In our experience, high school chemistry students adopt the most sophisticated model of the atom that they can visualize . Sadly, in most cases this is the Bohr atom. This problem can be addressed and student understanding of bonding can be greatly enhanced by the use of images to illustrate the concept of electron clouds. An attempt to do this is made in most textbooks with pictures of s, p, d, and f orbitals, with some books showing similar representations of hybrid orbitals and molecular orbitals. Those of us who have taught high school chemistry know that we have a very difficult time "selling" these pictures to students. They ask tough questions like, "How do I know these pictures are real?", and "Where did these pictures come from?" At this point we usually kick ourselves for encouraging students to question, and then launch into a lame attempt to explain with references to Schrodinger's equations and statements like, "Those pictures were drawn on a computer". But are they really? Most of the orbital pictures are "artist's impressions" of chemists' understandings with no direct computational basis. The students simply ignore them because the Bohr atom's simplicity is so enticing and our explanations are so lacking.

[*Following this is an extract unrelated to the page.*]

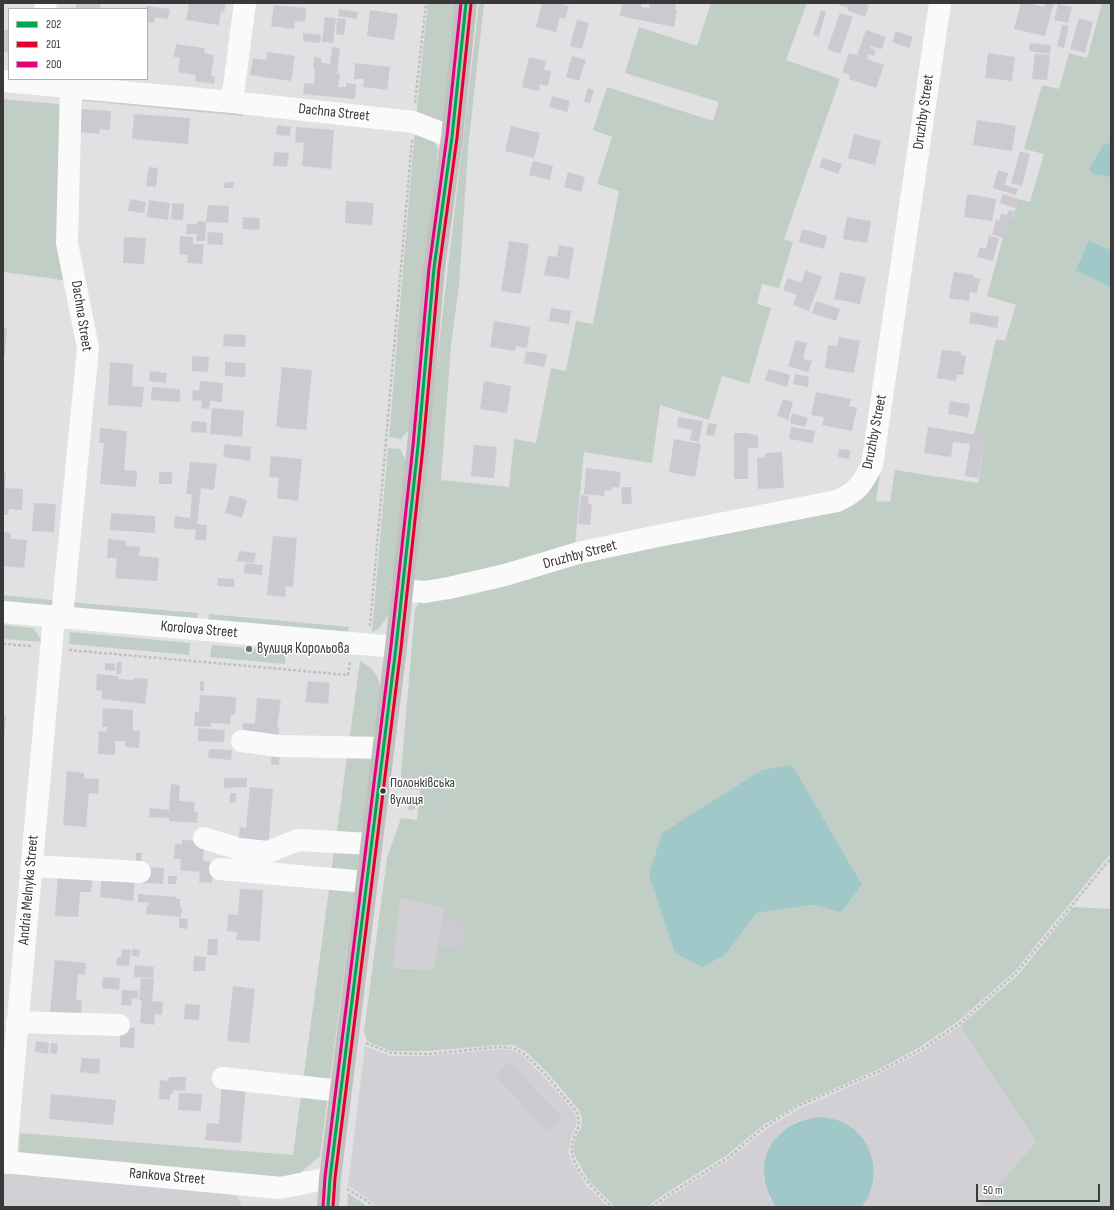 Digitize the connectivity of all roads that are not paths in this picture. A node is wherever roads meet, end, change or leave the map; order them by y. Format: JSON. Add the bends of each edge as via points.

The textbook images, despite the difficulty with explaining them, are still generally of much higher quality than the figure eight's and oddly shaped clouds we teachers attempt to draw on the blackboard.

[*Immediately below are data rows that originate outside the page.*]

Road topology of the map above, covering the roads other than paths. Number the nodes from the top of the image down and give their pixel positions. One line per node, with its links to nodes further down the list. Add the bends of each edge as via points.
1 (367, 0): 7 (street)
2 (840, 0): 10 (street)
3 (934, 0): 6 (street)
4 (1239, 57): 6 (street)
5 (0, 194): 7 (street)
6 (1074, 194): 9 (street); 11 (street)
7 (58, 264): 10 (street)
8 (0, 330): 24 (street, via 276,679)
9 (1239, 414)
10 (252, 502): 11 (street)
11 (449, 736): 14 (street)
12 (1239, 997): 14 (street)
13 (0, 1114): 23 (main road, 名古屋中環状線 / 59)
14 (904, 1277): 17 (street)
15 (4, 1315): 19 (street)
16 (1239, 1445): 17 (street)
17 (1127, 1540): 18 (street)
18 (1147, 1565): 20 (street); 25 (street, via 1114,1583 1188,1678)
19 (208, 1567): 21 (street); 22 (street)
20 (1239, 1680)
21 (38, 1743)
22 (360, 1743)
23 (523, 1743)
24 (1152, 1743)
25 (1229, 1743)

Using the method developed by the ChemViz project, teachers and students are able to generate images illustrating the electron cloud model that are of much higher quality than those generally found in textbooks and on blackboards. Images can be generated to illustrate almost any aspect of the theory the teacher is addressing and the use of color enhances the fine details in each picture. Furthermore, using the Waltz interface, the student can begin using the supercomputer as a powerful laboratory in which variables such as type of atom and distances between atoms are varied, with differences between images generated analyzed and hypotheses generated and then tested. Not only are the students given visual images which "stick with them" better, but they are allowed to apply the scientific method in their interaction with the model.

One point needs to be made about the teacher who uses the ChemViz materials. Chemistry teachers may not be 'up to date' on the latest in computational chemistry; most have not used high powered computing; the software we use is complicated and research-level but user friendly; and some of the current high school teachers may not have used Macintoshes or PCs before. But the ChemViz project gives support to those teachers through electronic mail and from the ChemViz website. This is a very important part of the project, as questions can be answered quite quickly, and shared with more than the original questioner. As a collateral advantage, this type of support leads to participation in discussion lists about chemistry (and other subjects) so that the high school chemistry teacher becomes part of a world-wide electronic support group.

Students from the high schools involved in the project have benefited from the opportunity to learn about bonding using high powered computers and have generated images with positive results. The project was also well received by the field testers who attended the summer workshops, many of whom are applying supercomputer generated images to the teaching of their students.

Additional curricular materials are being developed that allow a much broader experience in computational chemistry for all of the ChemViz participants, and chemistry students in high schools around the United States . In addition, the Cambridge Structural Database (CSD) has recently become available at the ChemViz website. This database allows the student to search for molecules by formula or name (the database consists mainly of organic molecules), then view the molecules. The ChemViz group, with the help of those who find the CSD useful, will develop curricular materials incorporating this powerful research tool into the high school chemistry curriculum.